The first plant I would like to start with is called the Confederate Rose. I have grown this plant for many years and depending on the size of your yard, you could let this plant grow to a height of twelve feet. Most of the plants I see though are in the six-foot range. This plant is so special that I have seen people stopping their cars on the side of the road to secure cuttings for use in their own yard. If you go to the nursery to find this plant, you should ask for it by its real name, Hibiscus mutabilis. The key characteristic of this exquisite plant is its ability to change the color of its blossoms from white to pink and finally to a bold red. As the flowers begin to open in the morning, they are white. As the day progresses, they change to pink and by late afternoon, they turn red. This change in color all happens in one day on each flower, giving you an ever-changing color scheme throughout the summer months. The flowers are large, and I have measured them from four to six inches in size. They can also be either a single flower or a double flower depending on the cultivar you choose.
The next plant that I will suggest to you is called Brunfelsia spp, or the Yesterday-Today-Tomorrow plant. As the name suggests, this plant changes color during the day producing dazzling displays of purple flowers, which fade to lavender and then white. With a spring through the summer-blooming season almost identical to the Confederate Rose, this plant can also offer you the opportunity to strike up some terrific conversations with neighbors whom may be intrigued by this color change.
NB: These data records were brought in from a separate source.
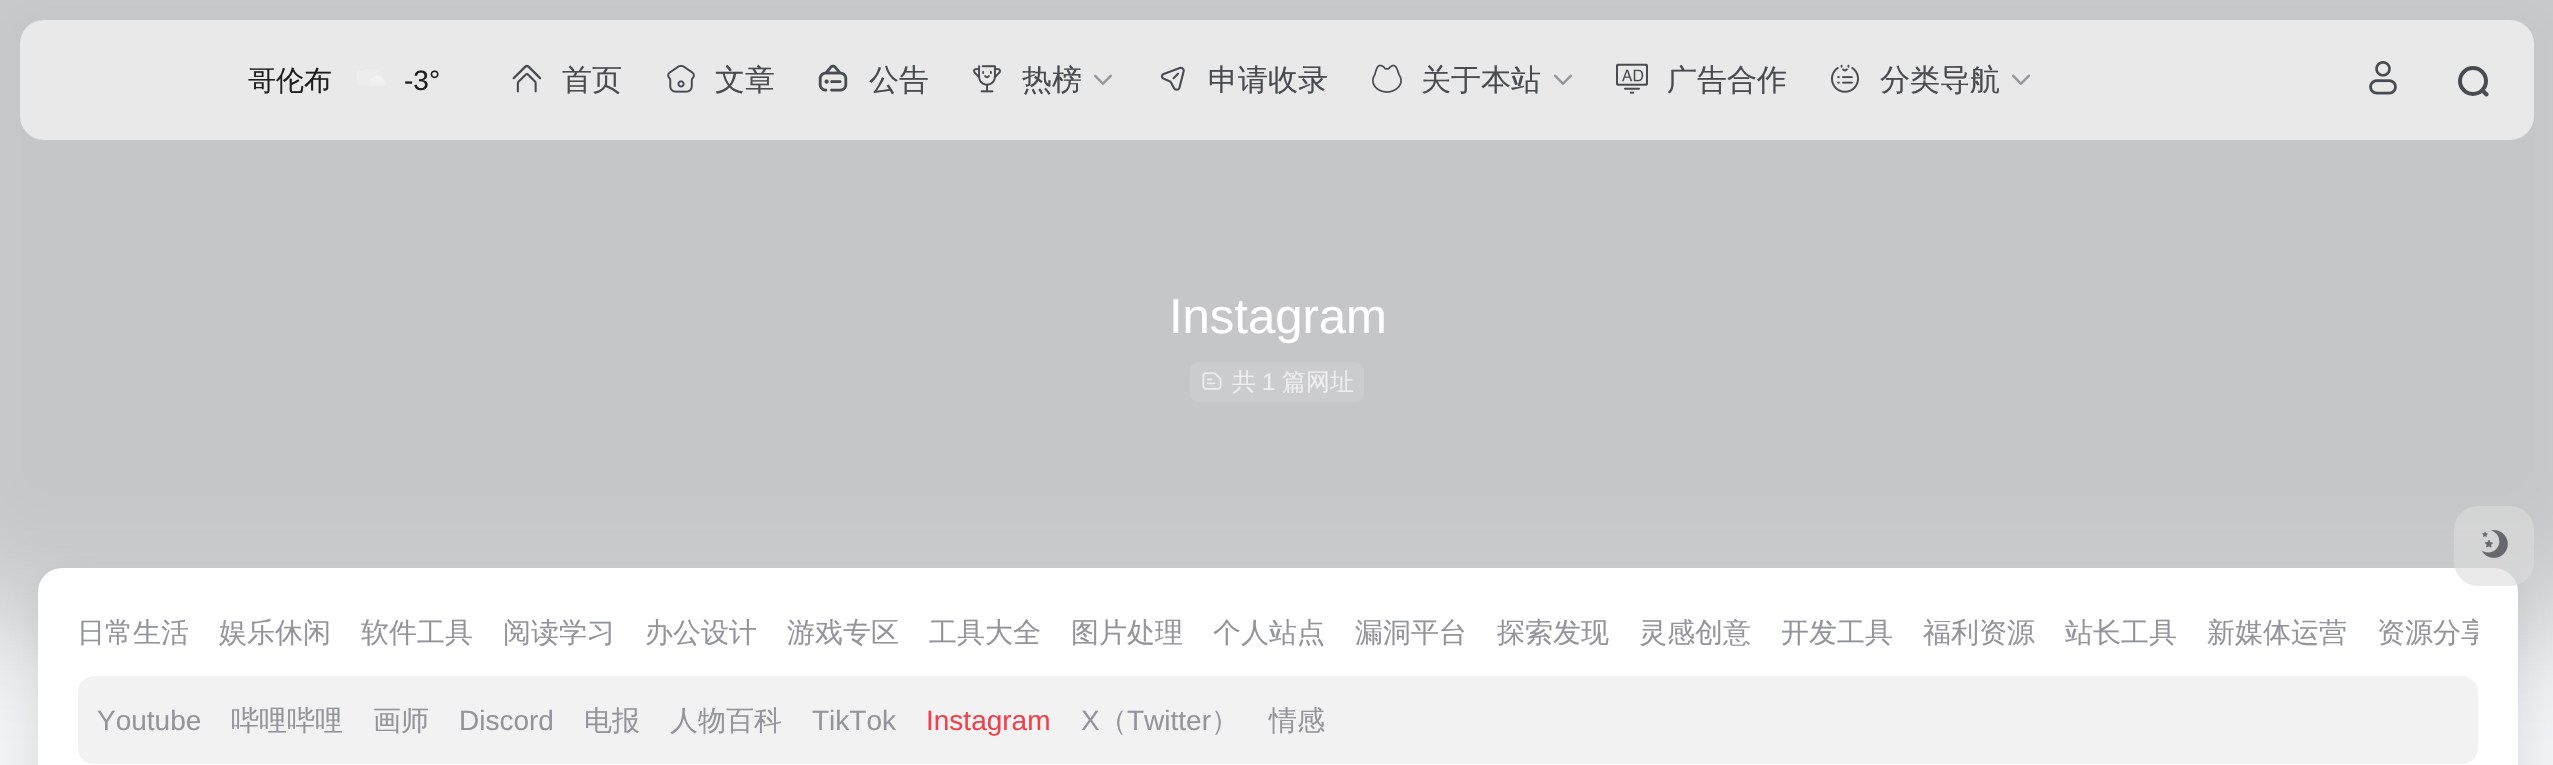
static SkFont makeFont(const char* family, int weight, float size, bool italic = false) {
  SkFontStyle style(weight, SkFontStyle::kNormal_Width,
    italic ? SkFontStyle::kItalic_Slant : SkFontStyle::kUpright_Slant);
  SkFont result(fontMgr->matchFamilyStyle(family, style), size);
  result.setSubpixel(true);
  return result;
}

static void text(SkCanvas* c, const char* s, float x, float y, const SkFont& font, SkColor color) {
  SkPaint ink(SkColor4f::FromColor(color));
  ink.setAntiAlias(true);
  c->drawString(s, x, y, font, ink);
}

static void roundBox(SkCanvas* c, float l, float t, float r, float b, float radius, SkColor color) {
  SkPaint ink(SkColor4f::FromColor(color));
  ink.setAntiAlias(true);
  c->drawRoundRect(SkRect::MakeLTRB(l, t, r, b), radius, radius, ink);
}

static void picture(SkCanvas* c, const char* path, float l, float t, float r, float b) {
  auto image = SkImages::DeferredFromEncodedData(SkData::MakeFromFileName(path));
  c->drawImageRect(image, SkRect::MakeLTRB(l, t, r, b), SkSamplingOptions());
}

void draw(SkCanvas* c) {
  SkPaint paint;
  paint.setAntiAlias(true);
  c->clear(0xfff2f4f7);
  paint.setColor(0xffc5c6c7);
  paint.setMaskFilter(SkMaskFilter::MakeBlur(kNormal_SkBlurStyle, 60));
  c->drawRect(SkRect::MakeLTRB(-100, -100, 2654, 618), paint);
  paint.setMaskFilter(nullptr);
  roundBox(c, 20, 20, 2534, 140, 24, 0xffe9e9ea);
  SkFont face1 = makeFont("WenQuanYi Zen Hei", 500, 28);
  text(c, "哥伦布", 248, 90, face1, 0xff1e1e1e);
  picture(c, "img_01.png", 357, 69, 385, 86);
  SkFont face2 = makeFont("Liberation Sans", 400, 28);
  text(c, "-3°", 404, 90, face2, 0xff1e1e1e);
  picture(c, "img_02.png", 512, 64, 542, 93);
  SkFont face3 = makeFont("WenQuanYi Zen Hei", 500, 30);
  text(c, "首页", 562, 90, face3, 0xff484b4f);
  picture(c, "img_03.png", 667, 65, 695, 93);
  text(c, "文章", 715, 90, face3, 0xff484b4f);
  picture(c, "img_04.png", 818, 64, 848, 92);
  text(c, "公告", 869, 90, face3, 0xff484b4f);
  picture(c, "img_05.png", 973, 65, 1001, 93);
  text(c, "热榜", 1022, 90, face3, 0xff484b4f);
  picture(c, "img_06.png", 1094, 74, 1112, 85);
  picture(c, "img_07.png", 1160, 66, 1185, 91);
  text(c, "申请收录", 1208, 90, face3, 0xff484b4f);
  picture(c, "img_08.png", 1372, 64, 1402, 93);
  text(c, "关于本站", 1421, 90, face3, 0xff484b4f);
  picture(c, "img_06.png", 1554, 74, 1572, 85);
  picture(c, "img_09.png", 1616, 63, 1648, 94);
  text(c, "广告合作", 1667, 90, face3, 0xff484b4f);
  picture(c, "img_10.png", 1831, 64, 1859, 93);
  text(c, "分类导航", 1880, 90, face3, 0xff484b4f);
  picture(c, "img_06.png", 2012, 74, 2030, 85);
  picture(c, "img_11.png", 2369, 61, 2397, 95);
  paint.setStyle(SkPaint::kStroke_Style);
  paint.setStrokeWidth(4);
  paint.setColor(0xff484b4f);
  c->drawCircle(2473, 81, 13, paint);
  paint.setStyle(SkPaint::kFill_Style);
  c->drawPath(SkPathBuilder().moveTo(2485, 90).lineTo(2488.5f, 93.5f).cubicTo(2489, 95.5f, 2487.5f, 97, 2485.5f, 96.5f).lineTo(2481.5f, 92.5f).cubicTo(2481, 90.5f, 2483.5f, 88.5f, 2485, 90).close().detach(), paint);
  SkFont face4 = makeFont("Liberation Sans", 400, 49);
  text(c, "Instagram", 1169, 333, face4, 0xffffffff);
  roundBox(c, 1190, 362, 1364, 402, 8, 0xffcbcccd);
  picture(c, "img_12.png", 1202, 372, 1222, 390);
  SkFont face5 = makeFont("WenQuanYi Zen Hei", 500, 24);
  text(c, "共", 1232, 390, face5, 0xffeeeeee);
  SkFont face6 = makeFont("Liberation Sans", 400, 24);
  text(c, "1", 1262, 390, face6, 0xffeeeeee);
  text(c, "篇网址", 1282, 390, face5, 0xffeeeeee);
  paint.setColor(0x1a000000);
  paint.setMaskFilter(SkMaskFilter::MakeBlur(kNormal_SkBlurStyle, 20));
  c->drawRoundRect(SkRect::MakeLTRB(38, 578, 2518, 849), 24, 24, paint);
  paint.setMaskFilter(nullptr);
  roundBox(c, 38, 568, 2518, 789, 24, 0xffffffff);
  roundBox(c, 2454, 506, 2534, 586, 24, 0x99dcdcdc);
  picture(c, "img_13.png", 2481, 530, 2508, 558);
  text(c, "日常生活", 77, 642, face1, 0xff93959a);
  text(c, "娱乐休闲", 219, 642, face1, 0xff93959a);
  text(c, "软件工具", 361, 642, face1, 0xff93959a);
  text(c, "阅读学习", 503, 642, face1, 0xff93959a);
  text(c, "办公设计", 645, 642, face1, 0xff93959a);
  text(c, "游戏专区", 787, 642, face1, 0xff93959a);
  text(c, "工具大全", 929, 642, face1, 0xff93959a);
  text(c, "图片处理", 1071, 642, face1, 0xff93959a);
  text(c, "个人站点", 1213, 642, face1, 0xff93959a);
  text(c, "漏洞平台", 1355, 642, face1, 0xff93959a);
  text(c, "探索发现", 1497, 642, face1, 0xff93959a);
  text(c, "灵感创意", 1639, 642, face1, 0xff93959a);
  text(c, "开发工具", 1781, 642, face1, 0xff93959a);
  text(c, "福利资源", 1923, 642, face1, 0xff93959a);
  text(c, "站长工具", 2065, 642, face1, 0xff93959a);
  text(c, "新媒体运营", 2207, 642, face1, 0xff93959a);
  c->save();
  c->clipRect(SkRect::MakeLTRB(78, 608, 2478, 656));
  text(c, "资源分享", 2377, 642, face1, 0xff93959a);
  c->restore();
  roundBox(c, 78, 676, 2478, 764, 16, 0xfff2f2f2);
  text(c, "Youtube", 97, 730, face2, 0xff93959a);
  text(c, "哔哩哔哩", 231, 730, face1, 0xff93959a);
  text(c, "画师", 373, 730, face1, 0xff93959a);
  text(c, "Discord", 459, 730, face2, 0xff93959a);
  text(c, "电报", 584, 730, face1, 0xff93959a);
  text(c, "人物百科", 670, 730, face1, 0xff93959a);
  text(c, "TikTok", 812, 730, face2, 0xff93959a);
  text(c, "Instagram", 926, 730, face2, 0xfff1404b);
  text(c, "X", 1081, 730, face2, 0xff93959a);
  text(c, "（", 1099, 730, face1, 0xff93959a);
  text(c, "Twitter", 1127, 730, face2, 0xff93959a);
  text(c, "）", 1211, 730, face1, 0xff93959a);
  text(c, "情感", 1269, 730, face1, 0xff93959a);
}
Brunfelsia will grow much slower than the Confederate Rose above, and they tend to like being in the partial shade, but they can be widely adapted to most any landscape. Most specimen plants I have seen top out at about four to five feet in height. Garden centers do carry these plants, but selection is usually limited to just a few plants. When selecting your plant be sure to pick out the largest plant or at least the plant with the thickest stem. Plant your new treasure in an area that receives morning sun and afternoon shade. I have seen many of these plants succumb to the heat of the day so make sure your plants are amply watered and receive shade during the afternoon heat.
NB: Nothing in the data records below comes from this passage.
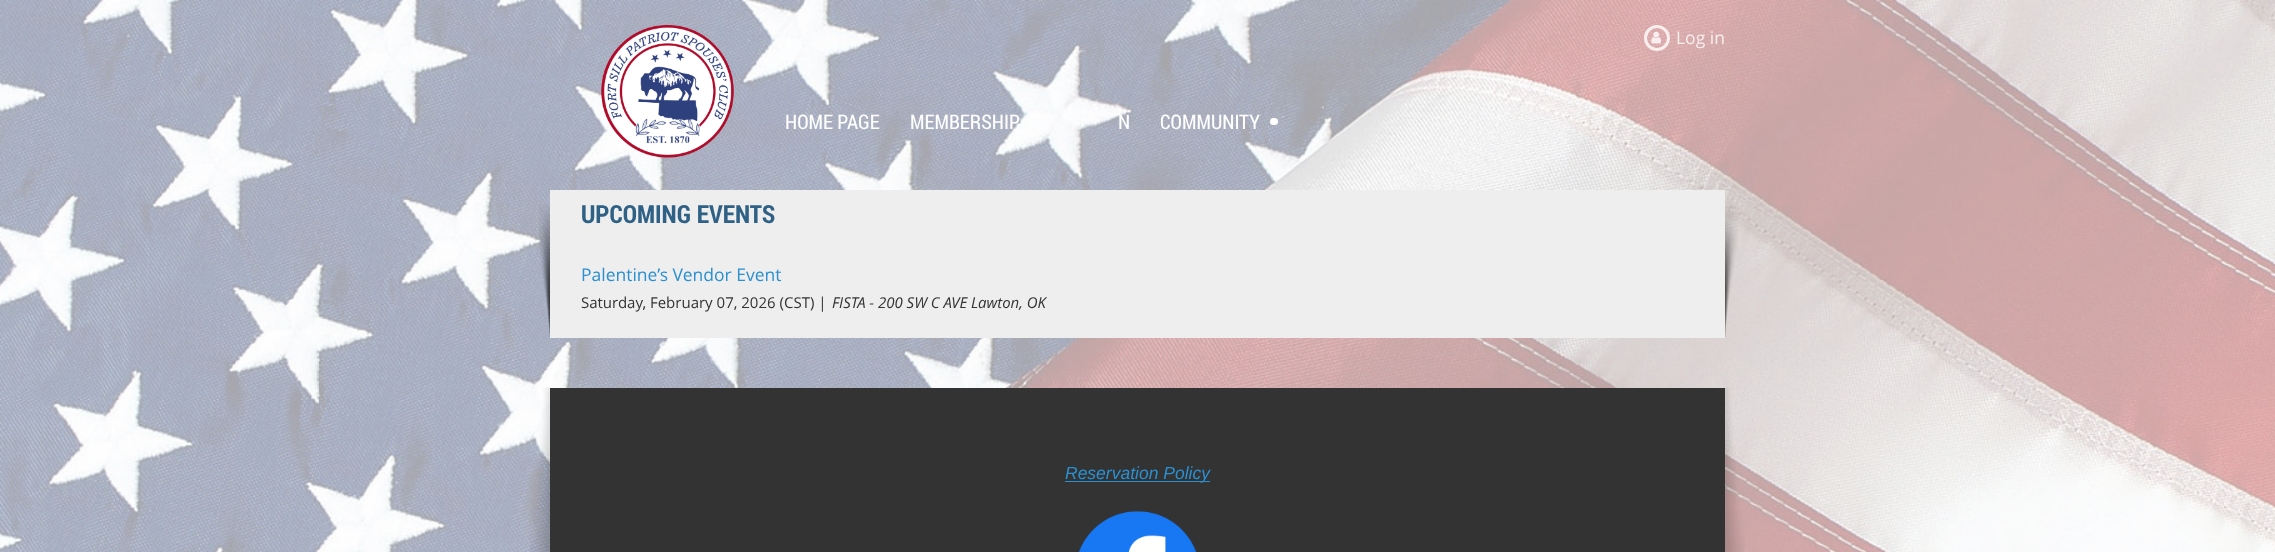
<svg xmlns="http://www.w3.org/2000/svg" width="2275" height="552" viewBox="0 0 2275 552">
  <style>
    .t1 { font: 17.5px Open Sans; fill: #f7eeee; }
    .t2 { font: 20px Roboto Condensed; fill: #fefefe; }
    .t3 { font: bold 25px Roboto Condensed; fill: #2e6185; }
    .t4 { font: 17.5px Open Sans; fill: #2b90d1; }
    .t5 { font: 15px Open Sans; fill: #333; }
    .t6 { font: italic 15px Open Sans; fill: #333; }
    .t7 { font: italic 17.5px Liberation Sans; fill: #2b90d1; }
  </style>
  <rect width="100%" height="100%" fill="#fff"/>
  <image x="0" y="0" width="2275" height="552" href="images/1.png"/>
  <image x="601" y="25" width="133" height="133" href="images/2.png"/>
  <circle cx="1657" cy="38" r="11.5" fill="none" stroke="#ffffffcc" stroke-width="3"/>
  <image x="1651" y="31" width="10" height="13" href="images/3.png"/>
  <text x="1676" y="44" class="t1">Log in</text>
  <text x="785" y="129" class="t2">HOME PAGE</text>
  <text x="910" y="129" class="t2">MEMBERSHIP</text>
  <text x="1118" y="129" class="t2">N</text>
  <text x="1160" y="129" class="t2">COMMUNITY</text>
  <rect x="1270" y="118" width="8" height="7" rx="3.5" fill="#fff"/>
  <image x="538" y="204" width="12" height="134" href="images/4.png"/>
  <rect x="550" y="190" width="1175" height="148" fill="#eee"/>
  <text x="581" y="223" class="t3">UPCOMING EVENTS</text>
  <text x="581" y="281" class="t4">Palentine’s Vendor Event</text>
  <text x="581" y="308" class="t5">Saturday, February 07, 2026 (CST) |</text>
  <text x="832" y="308" class="t6">FISTA - 200 SW C AVE Lawton, OK</text>
  <image x="1725" y="204" width="13" height="134" href="images/5.png"/>
  <image x="529" y="387" width="21" height="165" href="images/6.png"/>
  <rect x="550" y="388" width="1175" height="164" fill="#333"/>
  <rect x="1065" y="481" width="145" height="1" fill="#2b90d1"/>
  <text x="1065" y="479" class="t7">Reservation Policy</text>
  <image x="1079" y="511" width="117" height="41" href="images/7.png"/>
  <image x="1725" y="387" width="20" height="165" href="images/8.png"/>
</svg>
If a large or medium-sized plant does not work in your yard, then I have a suggestion of a beautiful vine that may fit your landscape and still give you the color change you desire. Rangoon Creeper, or Quisqualis, is a prolific bloomer as the flower’s age, the color show begins. When the blooms first appear, you will notice a spray of white flowers. Each flower will change color during the day into pink, then red. Because hundreds of flowers may be on the plant at any one time, you may see all three colors together giving you a show stopper in your garden. Another benefit of this small vine is the fact that you can train this plant on a six-foot trellis, or if you want, you can plant it in a container. I would recommend that if you use a container, then you should pick out a fifteen-gallon container and fill it with a good quality potting soil. You should purchase at least a three-gallon plant and put it in the center of the container. In time, your plant will produce thousands of blossoms for your enjoyment. Remember that trimming this vine will encourage new growth and more flowers! Best of all, the flowers have a nice fragrance.
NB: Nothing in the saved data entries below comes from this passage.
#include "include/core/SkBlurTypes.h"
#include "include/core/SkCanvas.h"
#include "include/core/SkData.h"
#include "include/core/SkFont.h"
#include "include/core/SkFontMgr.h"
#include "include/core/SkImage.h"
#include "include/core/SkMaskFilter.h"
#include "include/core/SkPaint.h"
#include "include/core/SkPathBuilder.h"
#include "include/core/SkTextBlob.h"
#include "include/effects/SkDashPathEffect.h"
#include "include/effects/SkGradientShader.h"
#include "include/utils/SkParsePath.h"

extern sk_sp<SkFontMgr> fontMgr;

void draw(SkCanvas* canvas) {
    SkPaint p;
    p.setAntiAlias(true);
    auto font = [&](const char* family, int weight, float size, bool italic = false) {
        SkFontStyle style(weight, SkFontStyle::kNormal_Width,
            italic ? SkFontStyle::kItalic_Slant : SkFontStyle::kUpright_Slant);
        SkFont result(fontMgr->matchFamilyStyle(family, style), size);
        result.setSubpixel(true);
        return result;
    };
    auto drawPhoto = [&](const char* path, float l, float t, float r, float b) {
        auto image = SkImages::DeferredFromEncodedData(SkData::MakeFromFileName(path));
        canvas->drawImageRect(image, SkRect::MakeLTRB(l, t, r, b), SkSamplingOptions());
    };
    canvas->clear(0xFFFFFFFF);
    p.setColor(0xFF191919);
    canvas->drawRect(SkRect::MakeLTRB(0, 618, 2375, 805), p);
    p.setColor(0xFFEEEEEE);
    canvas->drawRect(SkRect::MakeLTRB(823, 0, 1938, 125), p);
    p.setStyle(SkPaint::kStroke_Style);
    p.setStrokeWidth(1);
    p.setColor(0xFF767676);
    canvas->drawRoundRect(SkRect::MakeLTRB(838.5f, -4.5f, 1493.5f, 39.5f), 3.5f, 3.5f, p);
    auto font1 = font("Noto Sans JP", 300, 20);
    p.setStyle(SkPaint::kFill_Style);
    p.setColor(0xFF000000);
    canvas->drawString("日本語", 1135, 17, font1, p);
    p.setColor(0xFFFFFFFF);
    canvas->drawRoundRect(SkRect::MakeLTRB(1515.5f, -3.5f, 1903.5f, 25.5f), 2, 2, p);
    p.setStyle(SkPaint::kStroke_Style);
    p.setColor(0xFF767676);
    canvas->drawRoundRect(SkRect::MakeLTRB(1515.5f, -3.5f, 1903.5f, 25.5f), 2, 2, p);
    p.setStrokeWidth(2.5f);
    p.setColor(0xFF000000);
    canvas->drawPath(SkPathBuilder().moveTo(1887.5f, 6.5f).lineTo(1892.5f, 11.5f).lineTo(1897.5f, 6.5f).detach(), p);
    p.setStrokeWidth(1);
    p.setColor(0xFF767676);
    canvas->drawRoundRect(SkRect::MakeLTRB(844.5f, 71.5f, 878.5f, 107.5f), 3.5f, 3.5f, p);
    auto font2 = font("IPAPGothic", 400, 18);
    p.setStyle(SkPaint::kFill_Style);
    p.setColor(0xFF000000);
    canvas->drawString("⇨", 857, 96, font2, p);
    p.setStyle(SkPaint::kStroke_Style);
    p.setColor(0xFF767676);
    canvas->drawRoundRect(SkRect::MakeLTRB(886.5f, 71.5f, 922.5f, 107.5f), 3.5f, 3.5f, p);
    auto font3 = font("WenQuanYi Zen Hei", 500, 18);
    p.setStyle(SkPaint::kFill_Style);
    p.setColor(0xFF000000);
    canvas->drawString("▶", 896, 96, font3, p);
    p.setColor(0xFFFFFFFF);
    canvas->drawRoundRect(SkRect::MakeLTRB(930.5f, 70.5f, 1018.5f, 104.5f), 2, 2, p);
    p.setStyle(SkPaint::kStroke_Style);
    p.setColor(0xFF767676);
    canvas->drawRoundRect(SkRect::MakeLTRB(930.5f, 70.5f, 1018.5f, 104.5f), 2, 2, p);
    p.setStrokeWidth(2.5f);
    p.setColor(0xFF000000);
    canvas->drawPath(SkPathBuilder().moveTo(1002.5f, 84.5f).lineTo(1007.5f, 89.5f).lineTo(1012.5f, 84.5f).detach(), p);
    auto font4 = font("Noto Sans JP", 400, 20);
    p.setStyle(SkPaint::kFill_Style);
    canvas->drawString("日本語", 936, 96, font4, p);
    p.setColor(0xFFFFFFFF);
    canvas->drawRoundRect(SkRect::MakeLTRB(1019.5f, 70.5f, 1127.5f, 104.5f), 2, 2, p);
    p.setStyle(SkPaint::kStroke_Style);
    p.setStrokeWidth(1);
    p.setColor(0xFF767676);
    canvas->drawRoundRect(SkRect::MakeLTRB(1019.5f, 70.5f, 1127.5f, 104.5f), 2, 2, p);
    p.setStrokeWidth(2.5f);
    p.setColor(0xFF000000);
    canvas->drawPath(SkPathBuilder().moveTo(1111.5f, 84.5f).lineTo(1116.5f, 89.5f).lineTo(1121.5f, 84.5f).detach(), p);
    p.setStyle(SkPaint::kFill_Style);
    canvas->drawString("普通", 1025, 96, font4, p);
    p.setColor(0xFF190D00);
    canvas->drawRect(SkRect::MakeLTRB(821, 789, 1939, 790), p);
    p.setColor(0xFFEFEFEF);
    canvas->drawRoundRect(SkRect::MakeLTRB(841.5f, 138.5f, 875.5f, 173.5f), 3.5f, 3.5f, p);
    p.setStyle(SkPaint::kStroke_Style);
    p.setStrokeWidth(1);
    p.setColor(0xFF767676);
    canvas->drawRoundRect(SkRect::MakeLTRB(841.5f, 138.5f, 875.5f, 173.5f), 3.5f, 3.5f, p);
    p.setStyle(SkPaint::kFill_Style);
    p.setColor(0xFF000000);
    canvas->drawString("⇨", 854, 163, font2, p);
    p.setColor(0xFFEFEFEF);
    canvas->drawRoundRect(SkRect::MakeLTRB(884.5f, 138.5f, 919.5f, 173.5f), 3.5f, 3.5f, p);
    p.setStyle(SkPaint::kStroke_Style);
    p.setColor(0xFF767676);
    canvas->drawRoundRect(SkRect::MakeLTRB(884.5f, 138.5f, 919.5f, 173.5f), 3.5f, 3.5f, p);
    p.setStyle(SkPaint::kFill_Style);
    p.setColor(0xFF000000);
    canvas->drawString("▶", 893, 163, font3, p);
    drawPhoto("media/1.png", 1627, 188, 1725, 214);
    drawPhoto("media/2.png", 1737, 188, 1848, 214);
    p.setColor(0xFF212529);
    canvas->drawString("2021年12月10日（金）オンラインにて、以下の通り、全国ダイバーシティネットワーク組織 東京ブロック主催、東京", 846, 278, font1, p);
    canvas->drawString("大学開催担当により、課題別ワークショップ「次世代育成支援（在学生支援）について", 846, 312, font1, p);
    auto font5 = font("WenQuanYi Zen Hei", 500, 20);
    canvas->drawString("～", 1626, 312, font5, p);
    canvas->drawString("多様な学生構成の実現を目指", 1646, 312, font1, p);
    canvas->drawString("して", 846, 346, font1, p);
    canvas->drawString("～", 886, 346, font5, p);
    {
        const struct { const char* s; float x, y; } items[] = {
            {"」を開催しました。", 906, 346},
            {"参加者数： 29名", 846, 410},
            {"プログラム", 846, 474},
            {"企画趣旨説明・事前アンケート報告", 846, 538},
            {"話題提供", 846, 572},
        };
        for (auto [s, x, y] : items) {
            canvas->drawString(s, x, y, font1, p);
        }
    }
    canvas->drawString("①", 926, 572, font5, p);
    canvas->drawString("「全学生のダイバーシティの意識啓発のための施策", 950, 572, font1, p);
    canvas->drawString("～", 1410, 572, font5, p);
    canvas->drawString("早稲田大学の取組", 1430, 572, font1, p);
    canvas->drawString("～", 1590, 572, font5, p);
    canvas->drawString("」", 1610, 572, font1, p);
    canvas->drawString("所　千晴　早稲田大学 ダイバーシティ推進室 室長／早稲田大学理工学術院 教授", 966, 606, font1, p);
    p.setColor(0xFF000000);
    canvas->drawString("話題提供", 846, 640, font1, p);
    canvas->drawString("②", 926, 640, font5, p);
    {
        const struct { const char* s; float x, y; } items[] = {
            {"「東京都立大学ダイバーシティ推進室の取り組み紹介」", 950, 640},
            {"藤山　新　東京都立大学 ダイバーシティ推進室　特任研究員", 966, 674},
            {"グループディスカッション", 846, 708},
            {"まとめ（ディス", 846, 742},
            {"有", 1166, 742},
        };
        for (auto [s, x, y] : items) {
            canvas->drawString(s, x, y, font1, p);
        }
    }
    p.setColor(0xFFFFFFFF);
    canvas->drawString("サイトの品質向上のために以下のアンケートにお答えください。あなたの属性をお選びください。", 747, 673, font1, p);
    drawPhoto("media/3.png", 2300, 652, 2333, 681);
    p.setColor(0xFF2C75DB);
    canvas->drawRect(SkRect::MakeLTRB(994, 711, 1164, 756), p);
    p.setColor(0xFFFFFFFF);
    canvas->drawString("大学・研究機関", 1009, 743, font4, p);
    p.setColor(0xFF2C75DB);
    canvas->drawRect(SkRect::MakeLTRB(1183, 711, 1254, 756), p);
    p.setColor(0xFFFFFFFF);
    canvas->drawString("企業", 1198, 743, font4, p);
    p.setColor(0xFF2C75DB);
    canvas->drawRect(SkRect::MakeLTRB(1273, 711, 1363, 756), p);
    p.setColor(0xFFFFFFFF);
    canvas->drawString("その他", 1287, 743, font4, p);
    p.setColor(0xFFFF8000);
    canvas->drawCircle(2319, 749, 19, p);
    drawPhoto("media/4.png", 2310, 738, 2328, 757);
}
The last plant I will talk about is the Mahoe or Hibiscus tiliaceus. If you have a large open area in the landscape that you would like to fill, then this plant may be for you. The Mahoe is a spreading evergreen shrub/tree that can grow to twenty feet. This plant can take full sun and is tolerant of salt water. If you live along the beach and have been looking for a large plant to screen off an area, then you need to try this plant. I know some people that have wanted to hide an ugly fence or put a screen between a noisy neighbor and a private sitting area. If this sounds like you, then the Mahoe could fill that need.
Although this tree can grow tall over time, the true show starts when the blossoms are produced throughout the year. Blossoms start out by opening to a beautiful yellow colored flower. These yellow flowers will gradually turn red by late afternoon. One of its best features is that this plant is easily grown from cuttings. If you have a friend or neighbor who is currently growing this plant, then just take a few tip cuttings and plant them in one-gallon containers. Water them well and in about a month or so you will have several plants to use in your landscape. Make sure to water this plant during dry spells as drought conditions can injure the plant.
Growing new plants can be fun, especially when you start them from cuttings. The plants mentioned in this article will give you a little extra by turning colors during the day. Water these plants well and pay attention to insect populations when spotted. Good luck growing your garden and remember, without plants, we would not be here.